Assignment:
Keep only those lines of the records that include the string "paths".

Given data:

++++

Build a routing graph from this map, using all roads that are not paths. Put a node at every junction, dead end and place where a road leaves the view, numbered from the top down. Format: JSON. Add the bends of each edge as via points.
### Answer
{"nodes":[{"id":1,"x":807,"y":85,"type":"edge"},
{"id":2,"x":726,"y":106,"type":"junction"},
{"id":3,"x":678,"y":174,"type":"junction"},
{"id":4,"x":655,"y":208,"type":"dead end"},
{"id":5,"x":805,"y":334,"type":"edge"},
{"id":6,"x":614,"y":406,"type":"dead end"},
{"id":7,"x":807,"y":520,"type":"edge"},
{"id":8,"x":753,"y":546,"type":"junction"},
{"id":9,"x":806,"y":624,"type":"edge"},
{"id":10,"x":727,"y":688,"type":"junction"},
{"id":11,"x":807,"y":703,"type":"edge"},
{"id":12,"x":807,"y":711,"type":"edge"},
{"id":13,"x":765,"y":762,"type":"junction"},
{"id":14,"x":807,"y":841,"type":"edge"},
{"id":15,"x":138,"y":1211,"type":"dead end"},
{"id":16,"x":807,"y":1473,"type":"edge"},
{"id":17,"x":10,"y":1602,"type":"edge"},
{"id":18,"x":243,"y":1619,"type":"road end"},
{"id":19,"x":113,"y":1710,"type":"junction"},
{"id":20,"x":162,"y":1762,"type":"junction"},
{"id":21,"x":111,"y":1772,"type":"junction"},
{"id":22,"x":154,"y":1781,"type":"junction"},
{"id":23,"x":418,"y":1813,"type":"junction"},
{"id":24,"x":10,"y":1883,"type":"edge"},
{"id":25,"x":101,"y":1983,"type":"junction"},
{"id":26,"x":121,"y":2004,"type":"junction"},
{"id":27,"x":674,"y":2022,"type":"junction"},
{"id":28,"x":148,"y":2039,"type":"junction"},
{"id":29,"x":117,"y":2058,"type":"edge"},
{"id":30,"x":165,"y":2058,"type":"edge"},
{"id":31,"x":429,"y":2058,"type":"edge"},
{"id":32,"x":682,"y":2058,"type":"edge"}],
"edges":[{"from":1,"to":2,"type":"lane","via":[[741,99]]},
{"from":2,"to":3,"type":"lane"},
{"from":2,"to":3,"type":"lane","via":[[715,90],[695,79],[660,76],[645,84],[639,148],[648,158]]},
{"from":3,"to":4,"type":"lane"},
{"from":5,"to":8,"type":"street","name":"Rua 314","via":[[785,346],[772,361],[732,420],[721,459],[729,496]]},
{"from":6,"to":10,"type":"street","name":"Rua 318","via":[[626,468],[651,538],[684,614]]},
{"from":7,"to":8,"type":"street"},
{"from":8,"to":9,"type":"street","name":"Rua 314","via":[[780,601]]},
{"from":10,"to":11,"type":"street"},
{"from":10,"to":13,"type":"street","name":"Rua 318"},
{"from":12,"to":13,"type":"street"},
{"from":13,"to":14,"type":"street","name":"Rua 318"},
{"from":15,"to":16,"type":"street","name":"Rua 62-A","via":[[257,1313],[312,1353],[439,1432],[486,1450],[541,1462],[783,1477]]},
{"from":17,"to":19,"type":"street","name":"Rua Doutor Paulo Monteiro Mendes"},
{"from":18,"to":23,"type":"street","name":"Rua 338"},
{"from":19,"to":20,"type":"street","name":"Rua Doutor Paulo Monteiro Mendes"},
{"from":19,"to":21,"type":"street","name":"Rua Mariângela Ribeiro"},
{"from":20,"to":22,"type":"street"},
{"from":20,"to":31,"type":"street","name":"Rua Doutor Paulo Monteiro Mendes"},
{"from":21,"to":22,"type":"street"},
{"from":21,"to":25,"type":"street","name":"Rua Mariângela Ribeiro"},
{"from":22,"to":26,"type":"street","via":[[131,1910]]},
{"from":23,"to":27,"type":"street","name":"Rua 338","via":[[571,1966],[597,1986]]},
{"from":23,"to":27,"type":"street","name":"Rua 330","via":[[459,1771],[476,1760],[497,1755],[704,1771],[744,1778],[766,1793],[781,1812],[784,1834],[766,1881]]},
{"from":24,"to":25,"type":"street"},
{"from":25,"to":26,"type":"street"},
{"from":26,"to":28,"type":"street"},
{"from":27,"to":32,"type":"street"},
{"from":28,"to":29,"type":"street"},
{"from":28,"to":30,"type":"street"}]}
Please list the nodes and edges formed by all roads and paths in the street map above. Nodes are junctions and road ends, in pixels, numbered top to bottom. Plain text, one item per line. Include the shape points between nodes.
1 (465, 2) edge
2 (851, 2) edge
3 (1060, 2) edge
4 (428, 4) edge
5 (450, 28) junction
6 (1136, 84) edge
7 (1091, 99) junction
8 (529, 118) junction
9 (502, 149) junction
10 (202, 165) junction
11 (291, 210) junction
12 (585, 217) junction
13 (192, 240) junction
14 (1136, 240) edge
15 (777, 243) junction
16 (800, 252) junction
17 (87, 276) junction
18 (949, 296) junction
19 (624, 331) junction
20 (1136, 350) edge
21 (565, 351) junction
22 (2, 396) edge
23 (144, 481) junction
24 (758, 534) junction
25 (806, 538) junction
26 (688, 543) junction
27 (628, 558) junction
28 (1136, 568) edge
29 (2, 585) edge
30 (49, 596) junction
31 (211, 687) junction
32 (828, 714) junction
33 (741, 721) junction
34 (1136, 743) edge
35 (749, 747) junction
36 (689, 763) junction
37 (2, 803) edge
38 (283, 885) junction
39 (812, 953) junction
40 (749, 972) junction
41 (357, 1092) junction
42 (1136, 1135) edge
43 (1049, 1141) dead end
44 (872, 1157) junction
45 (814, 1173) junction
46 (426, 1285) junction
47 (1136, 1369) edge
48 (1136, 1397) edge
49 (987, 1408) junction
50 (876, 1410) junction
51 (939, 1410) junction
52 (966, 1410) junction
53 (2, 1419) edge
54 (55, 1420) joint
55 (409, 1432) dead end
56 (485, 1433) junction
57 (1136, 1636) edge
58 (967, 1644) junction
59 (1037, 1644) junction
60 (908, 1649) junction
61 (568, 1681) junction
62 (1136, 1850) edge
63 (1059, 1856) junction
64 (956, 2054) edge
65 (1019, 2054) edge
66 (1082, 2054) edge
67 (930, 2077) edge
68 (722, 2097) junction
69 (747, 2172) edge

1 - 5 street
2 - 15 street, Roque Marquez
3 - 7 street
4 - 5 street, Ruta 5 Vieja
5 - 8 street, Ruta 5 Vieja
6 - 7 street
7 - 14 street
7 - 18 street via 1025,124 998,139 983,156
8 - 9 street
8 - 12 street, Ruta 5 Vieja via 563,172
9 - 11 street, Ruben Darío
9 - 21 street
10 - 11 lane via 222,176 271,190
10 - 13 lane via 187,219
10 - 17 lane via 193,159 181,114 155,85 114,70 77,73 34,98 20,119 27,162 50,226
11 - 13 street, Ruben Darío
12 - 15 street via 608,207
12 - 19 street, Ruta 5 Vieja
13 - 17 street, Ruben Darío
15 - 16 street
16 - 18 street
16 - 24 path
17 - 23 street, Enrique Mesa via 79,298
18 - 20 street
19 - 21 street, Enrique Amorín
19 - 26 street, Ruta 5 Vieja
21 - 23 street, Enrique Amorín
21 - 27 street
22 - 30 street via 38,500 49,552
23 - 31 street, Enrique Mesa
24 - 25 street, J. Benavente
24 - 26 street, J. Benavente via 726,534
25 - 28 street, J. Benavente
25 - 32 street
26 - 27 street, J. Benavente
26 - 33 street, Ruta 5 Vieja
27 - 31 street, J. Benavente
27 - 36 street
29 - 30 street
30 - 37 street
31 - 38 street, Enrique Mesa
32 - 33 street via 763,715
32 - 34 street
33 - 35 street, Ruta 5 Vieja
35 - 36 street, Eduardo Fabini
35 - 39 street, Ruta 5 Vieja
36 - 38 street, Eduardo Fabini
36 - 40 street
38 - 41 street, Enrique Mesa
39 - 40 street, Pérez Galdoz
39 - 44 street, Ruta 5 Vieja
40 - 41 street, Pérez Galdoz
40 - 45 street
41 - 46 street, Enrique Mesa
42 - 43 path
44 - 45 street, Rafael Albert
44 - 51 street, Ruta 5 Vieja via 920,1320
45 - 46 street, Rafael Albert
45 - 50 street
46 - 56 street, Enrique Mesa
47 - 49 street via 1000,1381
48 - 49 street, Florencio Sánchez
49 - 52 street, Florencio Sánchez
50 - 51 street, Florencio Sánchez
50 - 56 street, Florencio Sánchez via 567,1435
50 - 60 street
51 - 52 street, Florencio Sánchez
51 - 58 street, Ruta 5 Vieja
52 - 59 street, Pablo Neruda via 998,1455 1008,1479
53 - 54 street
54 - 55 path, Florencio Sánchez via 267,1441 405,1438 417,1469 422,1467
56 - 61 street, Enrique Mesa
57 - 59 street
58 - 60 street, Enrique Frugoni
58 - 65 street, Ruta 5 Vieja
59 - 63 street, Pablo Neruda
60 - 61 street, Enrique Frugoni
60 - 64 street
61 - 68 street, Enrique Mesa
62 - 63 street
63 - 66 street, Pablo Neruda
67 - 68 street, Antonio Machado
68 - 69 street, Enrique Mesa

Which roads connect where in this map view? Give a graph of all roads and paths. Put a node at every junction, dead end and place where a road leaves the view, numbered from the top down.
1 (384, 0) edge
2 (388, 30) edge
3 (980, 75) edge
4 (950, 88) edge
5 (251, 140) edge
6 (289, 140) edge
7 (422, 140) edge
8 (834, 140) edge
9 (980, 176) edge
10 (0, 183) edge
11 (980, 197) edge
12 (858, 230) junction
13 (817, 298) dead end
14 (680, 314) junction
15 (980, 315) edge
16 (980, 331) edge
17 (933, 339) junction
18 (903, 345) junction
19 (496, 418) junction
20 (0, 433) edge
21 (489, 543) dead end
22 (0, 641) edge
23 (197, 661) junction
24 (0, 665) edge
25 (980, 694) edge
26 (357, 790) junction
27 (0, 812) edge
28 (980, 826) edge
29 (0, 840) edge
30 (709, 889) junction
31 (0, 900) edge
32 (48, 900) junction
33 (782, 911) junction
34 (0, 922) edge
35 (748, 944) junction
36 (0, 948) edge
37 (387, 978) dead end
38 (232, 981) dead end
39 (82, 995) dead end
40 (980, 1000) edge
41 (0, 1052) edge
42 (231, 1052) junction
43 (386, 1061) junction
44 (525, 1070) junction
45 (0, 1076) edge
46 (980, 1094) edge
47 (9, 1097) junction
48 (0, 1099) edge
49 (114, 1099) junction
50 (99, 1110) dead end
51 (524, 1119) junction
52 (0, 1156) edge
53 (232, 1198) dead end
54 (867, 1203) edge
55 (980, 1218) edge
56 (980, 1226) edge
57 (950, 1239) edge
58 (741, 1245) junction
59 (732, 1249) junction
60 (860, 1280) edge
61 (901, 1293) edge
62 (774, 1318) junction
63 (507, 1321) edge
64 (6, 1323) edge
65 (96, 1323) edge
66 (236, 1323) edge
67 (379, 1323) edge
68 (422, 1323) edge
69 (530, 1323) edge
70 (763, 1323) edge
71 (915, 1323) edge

++++

The answer:
Build a routing graph from this map, using all roads that are not paths. Put a node at every junction, dead end and place where a road leaves the view, numbered from the top down. Format: JSON. Add the bends of each edge as via points.
Please list the nodes and edges formed by all roads and paths in the street map above. Nodes are junctions and road ends, in pixels, numbered top to bottom. Plain text, one item per line. Include the shape points between nodes.
Which roads connect where in this map view? Give a graph of all roads and paths. Put a node at every junction, dead end and place where a road leaves the view, numbered from the top down.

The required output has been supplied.